如果查询对象包含其他集群的索引,那么需要先获取其他集群的对应分片信息,然后执行executeSearch进行查询。
索引分组
public Map<String, List<String>> groupClusterIndices(String[] requestIndices, Predicate<String> indexExists) {
Map<String, List<String>> perClusterIndices = new HashMap<>();
Set<String> remoteClusterNames = getRemoteClusterNames();
for (String index : requestIndices) {
int i = index.indexOf(RemoteClusterService.REMOTE_CLUSTER_INDEX_SEPARATOR);
if (i >= 0) {
String remoteClusterName = index.substring(0, i);
List<String> clusters = clusterNameResolver.resolveClusterNames(remoteClusterNames, remoteClusterName);
if (clusters.isEmpty() == false) {
if (indexExists.test(index)) {
// we use : as a separator for remote clusters. might conflict if there is an index that is actually named
// remote_cluster_alias:index_name - for this case we fail the request. the user can easily change the cluster alias
// if that happens
throw new IllegalArgumentException("Can not filter indices; index " + index +
" exists but there is also a remote cluster named: " + remoteClusterName);
}
String indexName = index.substring(i + 1);
for (String clusterName : clusters) {
perClusterIndices.computeIfAbsent(clusterName, k -> new ArrayList<>()).add(indexName);
}
} else {
perClusterIndices.computeIfAbsent(RemoteClusterAware.LOCAL_CLUSTER_GROUP_KEY, k -> new ArrayList<>()).add(index);
}
} else {
perClusterIndices.computeIfAbsent(RemoteClusterAware.LOCAL_CLUSTER_GROUP_KEY, k -> new ArrayList<>()).add(index);
}
}
return perClusterIndices;
}
遍历索引名称,远程索引名称格式与本地索引的名称格式不同,集群名称:索引名称。本地索引存在Map中key= LOCAL_CLUSTER_GROUP_KEY对应的value中。远程索引在Map中key=集群名称,value存索引名称集合。
对索引按照集群名称分组后,开始进入查询
查询流程
1、 查看集群状态,如果状态为RED就抛出异常
clusterState.blocks().globalBlockedRaiseException(ClusterBlockLevel.READ);
2、 由于请求中的索引信息可能是含有通配符的表达式。比如:hik_mac*,因此需要将其解析成具体的索引信息
indices = indexNameExpressionResolver.concreteIndices(clusterState, searchRequest.indicesOptions(),
timeProvider.getAbsoluteStartMillis(), localIndices.indices());
在ES中对索引名称的解析器有两种:DateMathExpressionResolver用于解析日期数学表达式表示的索引名称;WildcardExpressionResolver用于解析通配符表示的索引名称
3、 解析出每个索引对应的路由
Map<String, Set<String>> routingMap = indexNameExpressionResolver.resolveSearchRouting(clusterState, searchRequest.routing(),
searchRequest.indices());
routingMap 的key=索引名称 value是对应的路由名称集合
4、 根据routingMap查找出本次请求的所有目标分片
GroupShardsIterator<ShardIterator> localShardsIterator = clusterService.operationRouting().searchShards(clusterState,
concreteIndices, routingMap, searchRequest.preference());
路由转化为分片号的算法已经与2.x的算法不同
ES 5.6.4
private static int calculateScaledShardId(IndexMetaData indexMetaData, String effectiveRouting, int partitionOffset) {
final int hash = Murmur3HashFunction.hash(effectiveRouting) + partitionOffset;
// we don't use IMD#getNumberOfShards since the index might have been shrunk such that we need to use the size
// of original index to hash documents
// 这里的计算方法不再对NumberOfShards取模,因为这涉及到5.X新增的分片收缩功能。

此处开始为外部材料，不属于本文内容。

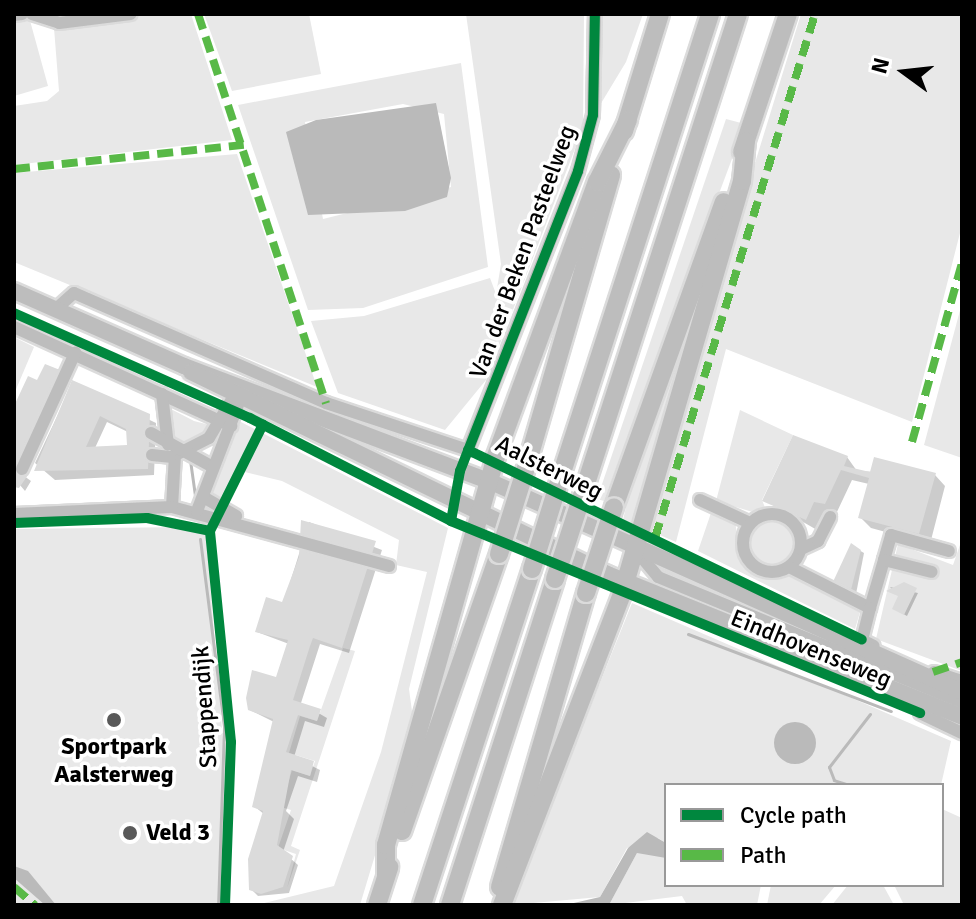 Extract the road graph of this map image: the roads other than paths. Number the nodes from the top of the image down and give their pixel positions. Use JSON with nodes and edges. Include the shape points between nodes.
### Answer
{"nodes":[{"id":1,"x":22,"y":14,"type":"edge"},
{"id":2,"x":32,"y":14,"type":"edge"},
{"id":3,"x":130,"y":14,"type":"edge"},
{"id":4,"x":595,"y":14,"type":"edge"},
{"id":5,"x":660,"y":14,"type":"edge"},
{"id":6,"x":710,"y":14,"type":"edge"},
{"id":7,"x":738,"y":14,"type":"edge"},
{"id":8,"x":788,"y":14,"type":"edge"},
{"id":9,"x":14,"y":15,"type":"edge"},
{"id":10,"x":628,"y":120,"type":"junction"},
{"id":11,"x":746,"y":141,"type":"junction"},
{"id":12,"x":14,"y":291,"type":"edge"},
{"id":13,"x":56,"y":309,"type":"junction"},
{"id":14,"x":14,"y":327,"type":"edge"},
{"id":15,"x":75,"y":353,"type":"junction"},
{"id":16,"x":239,"y":393,"type":"junction"},
{"id":17,"x":162,"y":394,"type":"junction"},
{"id":18,"x":326,"y":403,"type":"junction"},
{"id":19,"x":225,"y":423,"type":"junction"},
{"id":20,"x":347,"y":425,"type":"junction"},
{"id":21,"x":163,"y":444,"type":"junction"},
{"id":22,"x":185,"y":448,"type":"junction"},
{"id":23,"x":468,"y":450,"type":"joint"},
{"id":24,"x":152,"y":452,"type":"dead end"},
{"id":25,"x":211,"y":466,"type":"junction"},
{"id":26,"x":22,"y":469,"type":"dead end"},
{"id":27,"x":489,"y":481,"type":"junction"},
{"id":28,"x":205,"y":498,"type":"junction"},
{"id":29,"x":700,"y":500,"type":"dead end"},
{"id":30,"x":172,"y":507,"type":"junction"},
{"id":31,"x":197,"y":511,"type":"junction"},
{"id":32,"x":218,"y":513,"type":"junction"},
{"id":33,"x":14,"y":514,"type":"edge"},
{"id":34,"x":482,"y":514,"type":"junction"},
{"id":35,"x":830,"y":517,"type":"dead end"},
{"id":36,"x":750,"y":523,"type":"junction"},
{"id":37,"x":633,"y":547,"type":"junction"},
{"id":38,"x":801,"y":549,"type":"junction"},
{"id":39,"x":949,"y":551,"type":"dead end"},
{"id":40,"x":884,"y":560,"type":"junction"},
{"id":41,"x":669,"y":562,"type":"joint"},
{"id":42,"x":389,"y":566,"type":"dead end"},
{"id":43,"x":789,"y":567,"type":"junction"},
{"id":44,"x":932,"y":572,"type":"dead end"},
{"id":45,"x":626,"y":581,"type":"junction"},
{"id":46,"x":655,"y":585,"type":"junction"},
{"id":47,"x":870,"y":608,"type":"junction"},
{"id":48,"x":962,"y":681,"type":"edge"},
{"id":49,"x":962,"y":692,"type":"edge"},
{"id":50,"x":962,"y":702,"type":"edge"},
{"id":51,"x":920,"y":713,"type":"dead end"},
{"id":52,"x":962,"y":717,"type":"edge"},
{"id":53,"x":962,"y":733,"type":"edge"},
{"id":54,"x":386,"y":876,"type":"junction"},
{"id":55,"x":377,"y":905,"type":"edge"},
{"id":56,"x":422,"y":905,"type":"edge"},
{"id":57,"x":450,"y":905,"type":"edge"},
{"id":58,"x":495,"y":905,"type":"edge"},
{"id":59,"x":502,"y":905,"type":"edge"}],
"edges":[{"from":1,"to":9,"type":"street"},
{"from":2,"to":3,"type":"street","via":[[59,23]]},
{"from":4,"to":23,"type":"street","name":"Van der Beken Pasteelweg","via":[[593,115],[578,171]]},
{"from":5,"to":10,"type":"highway"},
{"from":6,"to":56,"type":"highway","bridge":true},
{"from":7,"to":57,"type":"highway","bridge":true},
{"from":8,"to":11,"type":"highway"},
{"from":10,"to":27,"type":"highway","via":[[597,182]]},
{"from":10,"to":54,"type":"highway","bridge":true,"via":[[499,554]]},
{"from":11,"to":37,"type":"highway","via":[[742,181]]},
{"from":11,"to":58,"type":"highway","bridge":true,"via":[[614,507]]},
{"from":12,"to":13,"type":"main road","name":"Aalsterweg"},
{"from":13,"to":16,"type":"main road","name":"Aalsterweg"},
{"from":13,"to":18,"type":"street","name":"Aalsterweg","via":[[74,293]]},
{"from":14,"to":15,"type":"street"},
{"from":15,"to":17,"type":"street"},
{"from":15,"to":26,"type":"street"},
{"from":16,"to":19,"type":"street"},
{"from":16,"to":20,"type":"main road","name":"Aalsterweg"},
{"from":16,"to":34,"type":"main road","name":"Aalsterweg"},
{"from":17,"to":19,"type":"street"},
{"from":17,"to":21,"type":"street"},
{"from":18,"to":20,"type":"street","name":"Aalsterweg"},
{"from":18,"to":23,"type":"street","name":"Aalsterweg"},
{"from":19,"to":22,"type":"street","via":[[209,438]]},
{"from":19,"to":25,"type":"street"},
{"from":20,"to":27,"type":"main road","name":"Aalsterweg"},
{"from":21,"to":22,"type":"street"},
{"from":21,"to":22,"type":"street"},
{"from":21,"to":24,"type":"street"},
{"from":21,"to":30,"type":"street"},
{"from":22,"to":25,"type":"street"},
{"from":25,"to":28,"type":"street"},
{"from":27,"to":34,"type":"highway"},
{"from":27,"to":37,"type":"main road","name":"Aalsterweg"},
{"from":28,"to":31,"type":"street"},
{"from":28,"to":32,"type":"street"},
{"from":29,"to":36,"type":"street"},
{"from":30,"to":31,"type":"street"},
{"from":30,"to":33,"type":"street"},
{"from":31,"to":32,"type":"street"},
{"from":32,"to":42,"type":"street"},
{"from":34,"to":45,"type":"main road","name":"Aalsterweg"},
{"from":34,"to":54,"type":"highway","via":[[386,845]]},
{"from":35,"to":38,"type":"street","via":[[818,541]]},
{"from":36,"to":38,"type":"street","via":[[775,514],[792,522]]},
{"from":36,"to":43,"type":"street","via":[[743,541],[748,558],[765,572]]},
{"from":37,"to":41,"type":"main road","name":"Aalsterweg"},
{"from":37,"to":45,"type":"highway"},
{"from":37,"to":46,"type":"street","name":"Aalsterweg"},
{"from":38,"to":43,"type":"street"},
{"from":39,"to":40,"type":"street","via":[[891,535]]},
{"from":40,"to":44,"type":"street"},
{"from":40,"to":47,"type":"street"},
{"from":41,"to":49,"type":"main road","name":"Eindhovenseweg"},
{"from":43,"to":47,"type":"street"},
{"from":45,"to":46,"type":"main road","name":"Aalsterweg"},
{"from":45,"to":59,"type":"highway"},
{"from":46,"to":50,"type":"street","name":"Eindhovenseweg"},
{"from":46,"to":52,"type":"main road","name":"Eindhovenseweg"},
{"from":47,"to":48,"type":"street","name":"Eindhovenseweg","via":[[862,640]]},
{"from":51,"to":53,"type":"street"},
{"from":54,"to":55,"type":"highway"}]}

return Math.floorMod(hash, indexMetaData.getRoutingNumShards()) / indexMetaData.getRoutingFactor();
}
ES 2.3.5
if (routing == null) {
if (!useType) {
hash = hash(hashFunction, id);
} else {
hash = hash(hashFunction, type, id);
}
} else {
hash = hash(hashFunction, routing);
}
if (createdVersion.onOrAfter(Version.V_2_0_0_beta1)) {
return MathUtils.mod(hash, indexMetaData.getNumberOfShards());
5.X 的 计算公式: (hash%routingNumShards)/routingFactor
2.X 的 计算公式: hash%NumOfShards
ES 5.x之所以对路由算法改进是因为5.X新增分片的收缩功能:
doc0--------> shard0 shard1----->shard’0
doc1--------> shard1 shard2----->shard’0
doc2--------> shard2 收缩成2个分片后 shard3-----shard’1
doc3--------> shard3 shard4----->shard’1 收缩的算法: targetShardId = sourceShardId/factor; factor=sourceNum/targetNum
收缩后的文档对应分片关系
doc0--------> shard’0
doc1--------> shard’0
doc2--------> shard’1
doc3--------> shard’1
收缩过如果还是按照hash%routingNumShards 这个算法路由的话会变成:
doc0--------> shard’0
doc1--------> shard’1
doc2--------> shard’0 这就错了
doc3--------> shard’1
按照(hash%routingNumShards)/routingFactor 算法:routingNumShards=4,routingFactor=routingNumShards/ NumOfShards=4/2=2
doc0--------> shard’0
doc1--------> shard’0
doc2--------> shard’1
doc3--------> shard’1 结果正确
5、 检查目标分片数是否超过限制,action.search.shard_count.limit 参数控制
failIfOverShardCountLimit(clusterService, shardIterators.size());
6、 判断是否需要在查询前做目标分片过滤
boolean preFilterSearchShards = shouldPreFilterSearchShards(searchRequest, shardIterators);
判断为true需要满足3个条件:
searchRequest.searchType() == QUERY_THEN_FETCH && //1、查询类型为QUERY_THEN_FETCH
SearchService.canRewriteToMatchNone(source) && // 2、是否能通过查询重写预判出查询结果为空
searchRequest.getPreFilterShardSize() < shardIterators.size(); // 3、实际的查询分片数量> preFilterShardSize(默认128)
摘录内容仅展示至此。